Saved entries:
*** Begin section ***

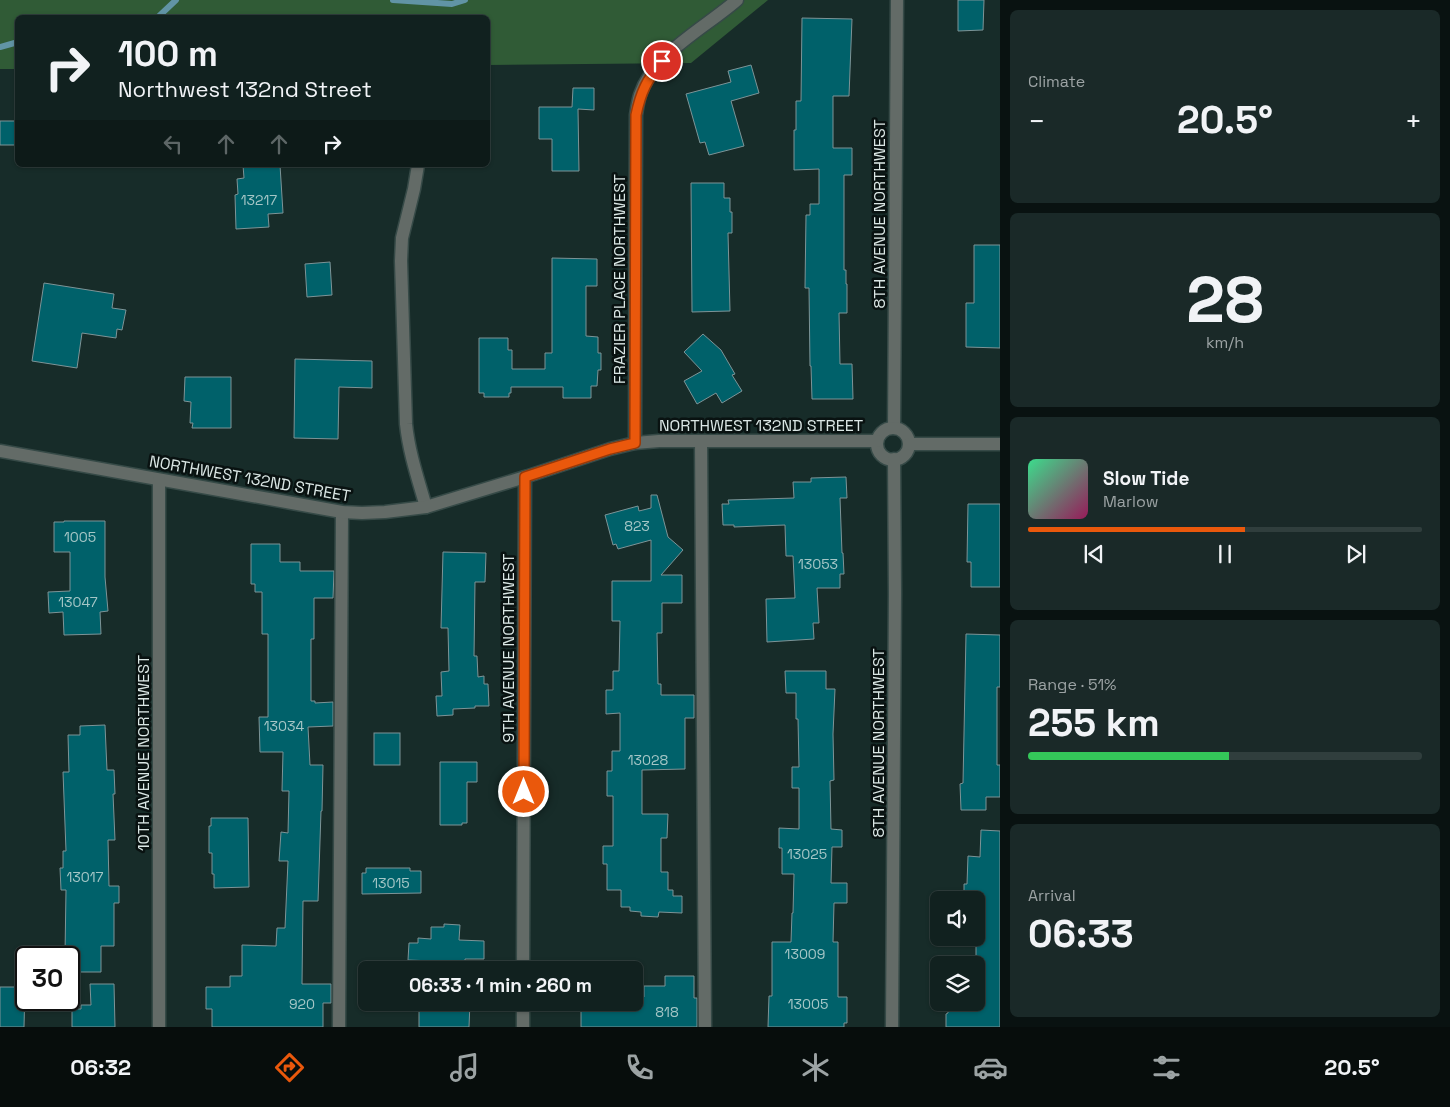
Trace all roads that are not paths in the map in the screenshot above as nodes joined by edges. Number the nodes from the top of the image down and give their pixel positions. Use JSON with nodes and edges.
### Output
{"nodes":[{"id":1,"x":736,"y":0,"type":"edge"},
{"id":2,"x":897,"y":0,"type":"edge"},
{"id":3,"x":418,"y":167,"type":"edge"},
{"id":4,"x":894,"y":428,"type":"junction"},
{"id":5,"x":701,"y":441,"type":"junction"},
{"id":6,"x":878,"y":442,"type":"junction"},
{"id":7,"x":635,"y":443,"type":"junction"},
{"id":8,"x":909,"y":444,"type":"junction"},
{"id":9,"x":1000,"y":444,"type":"edge"},
{"id":10,"x":0,"y":451,"type":"edge"},
{"id":11,"x":894,"y":459,"type":"junction"},
{"id":12,"x":525,"y":477,"type":"junction"},
{"id":13,"x":159,"y":480,"type":"junction"},
{"id":14,"x":426,"y":506,"type":"junction"},
{"id":15,"x":342,"y":512,"type":"junction"},
{"id":16,"x":523,"y":961,"type":"edge"},
{"id":17,"x":523,"y":1011,"type":"edge"},
{"id":18,"x":160,"y":1027,"type":"edge"},
{"id":19,"x":339,"y":1027,"type":"edge"},
{"id":20,"x":523,"y":1027,"type":"edge"},
{"id":21,"x":705,"y":1027,"type":"edge"},
{"id":22,"x":892,"y":1027,"type":"edge"}],
"edges":[{"from":1,"to":7,"type":"street","name":"FRAZIER PLACE NORTHWEST"},
{"from":2,"to":4,"type":"street","name":"8TH AVENUE NORTHWEST"},
{"from":3,"to":14,"type":"street"},
{"from":4,"to":6,"type":"street"},
{"from":4,"to":8,"type":"street"},
{"from":5,"to":6,"type":"street","name":"NORTHWEST 132ND STREET"},
{"from":5,"to":7,"type":"street","name":"NORTHWEST 132ND STREET"},
{"from":5,"to":21,"type":"street"},
{"from":6,"to":11,"type":"street"},
{"from":7,"to":12,"type":"street","name":"NORTHWEST 132ND STREET"},
{"from":8,"to":9,"type":"street"},
{"from":8,"to":11,"type":"street"},
{"from":10,"to":13,"type":"street","name":"NORTHWEST 132ND STREET"},
{"from":11,"to":22,"type":"street","name":"8TH AVENUE NORTHWEST"},
{"from":12,"to":14,"type":"street","name":"NORTHWEST 132ND STREET"},
{"from":12,"to":16,"type":"street","name":"9TH AVENUE NORTHWEST"},
{"from":13,"to":15,"type":"street","name":"NORTHWEST 132ND STREET"},
{"from":13,"to":18,"type":"street","name":"10TH AVENUE NORTHWEST"},
{"from":14,"to":15,"type":"street","name":"NORTHWEST 132ND STREET"},
{"from":15,"to":19,"type":"street"},
{"from":17,"to":20,"type":"street"}]}
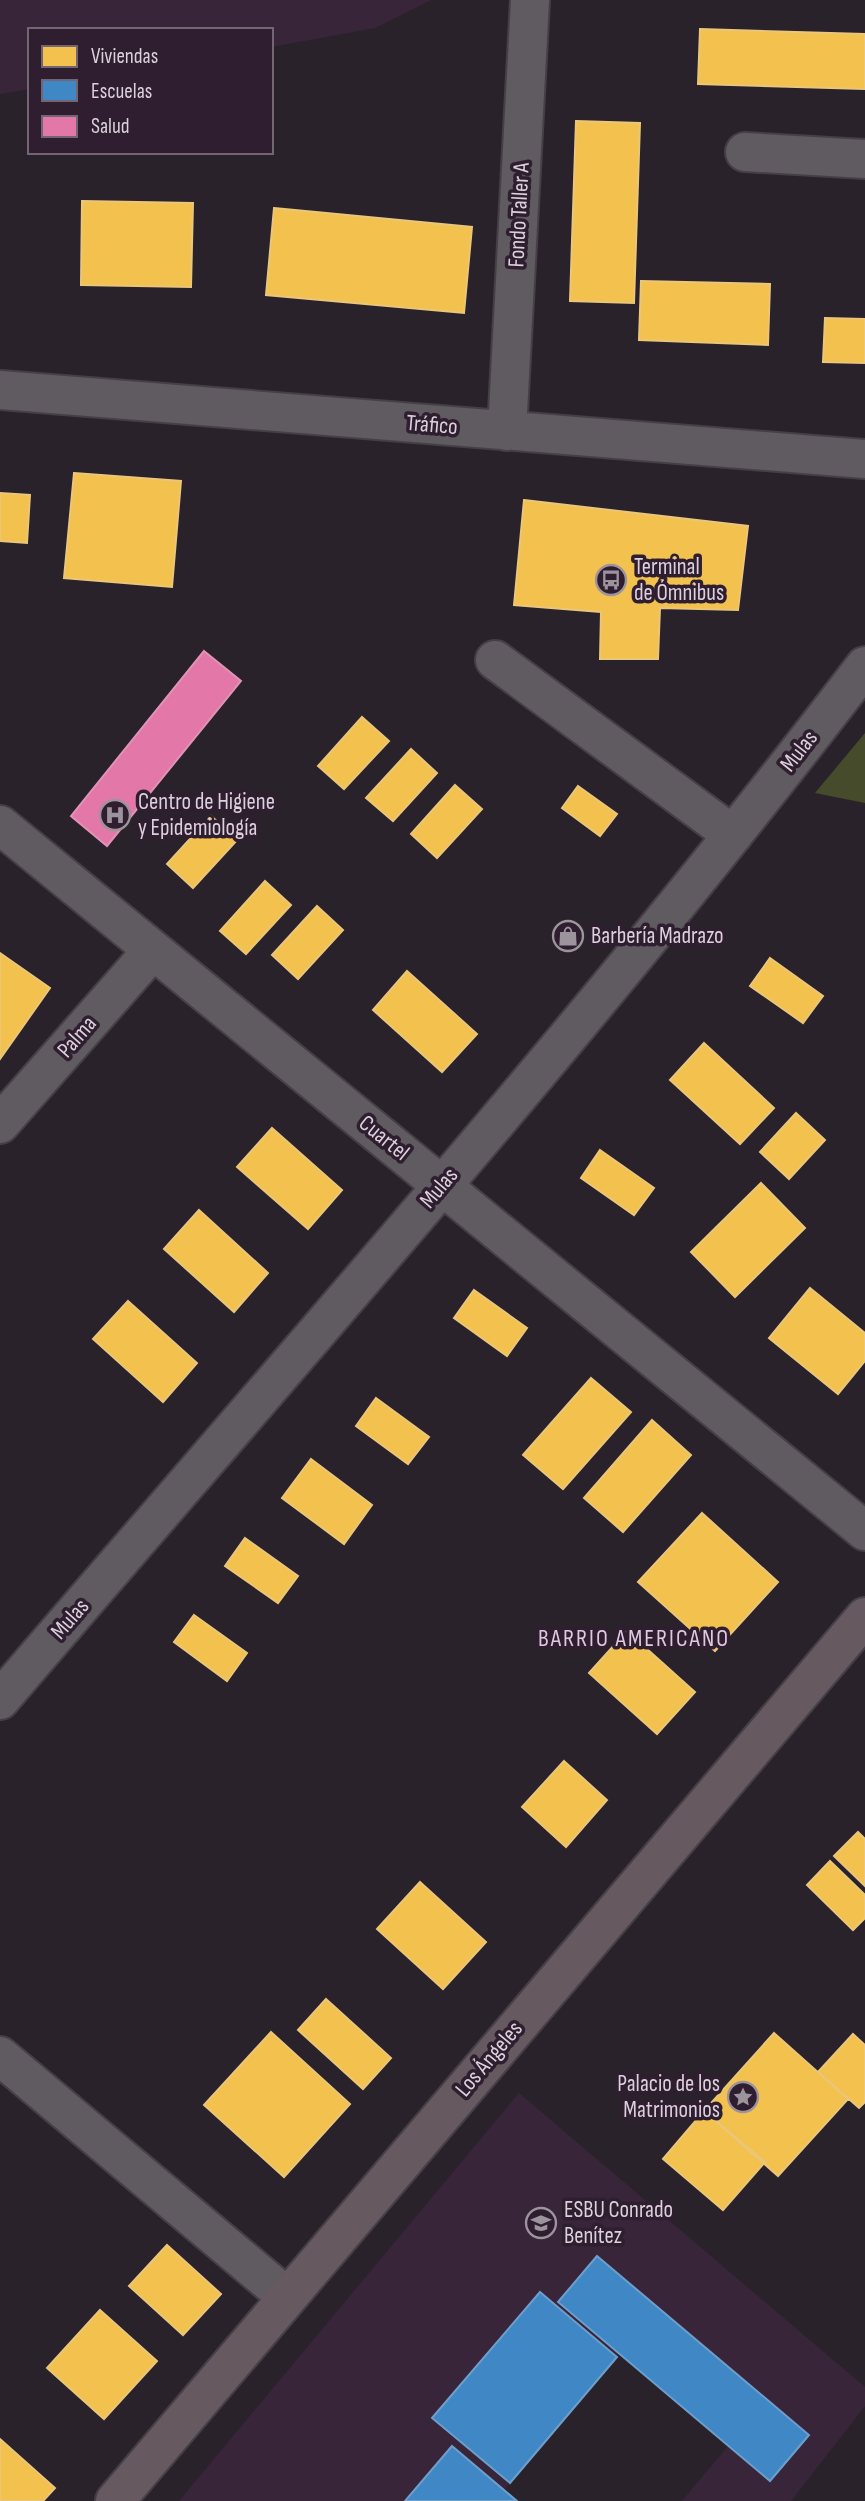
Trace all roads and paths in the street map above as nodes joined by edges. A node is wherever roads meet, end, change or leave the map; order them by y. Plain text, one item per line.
1 (530, 0) edge
2 (746, 152) dead end
3 (865, 159) edge
4 (0, 390) edge
5 (507, 430) junction
6 (865, 459) edge
7 (495, 660) dead end
8 (865, 666) edge
9 (0, 825) edge
10 (733, 835) junction
11 (153, 950) junction
12 (0, 1124) edge
13 (442, 1185) junction
14 (865, 1531) edge
15 (865, 1617) edge
16 (0, 1700) edge
17 (0, 2056) edge
18 (287, 2297) junction
19 (116, 2501) edge

1 - 5 street, Fondo Taller A
2 - 3 street
4 - 5 street, Tráfico
5 - 6 street, Tráfico
7 - 10 street
8 - 10 street, Mulas
9 - 11 street, Cuartel
10 - 13 street, Mulas
11 - 12 street, Palma
11 - 13 street, Cuartel
13 - 14 street, Cuartel
13 - 16 street, Mulas
15 - 18 main road, Los Ángeles
17 - 18 street
18 - 19 main road, Los Ángeles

*** End section ***

Your assignment ::
From the records above, copy each line that contains the word "AVENUE".

Answer box ::
{"from":2,"to":4,"type":"street","name":"8TH AVENUE NORTHWEST"},
{"from":11,"to":22,"type":"street","name":"8TH AVENUE NORTHWEST"},
{"from":12,"to":16,"type":"street","name":"9TH AVENUE NORTHWEST"},
{"from":13,"to":18,"type":"street","name":"10TH AVENUE NORTHWEST"},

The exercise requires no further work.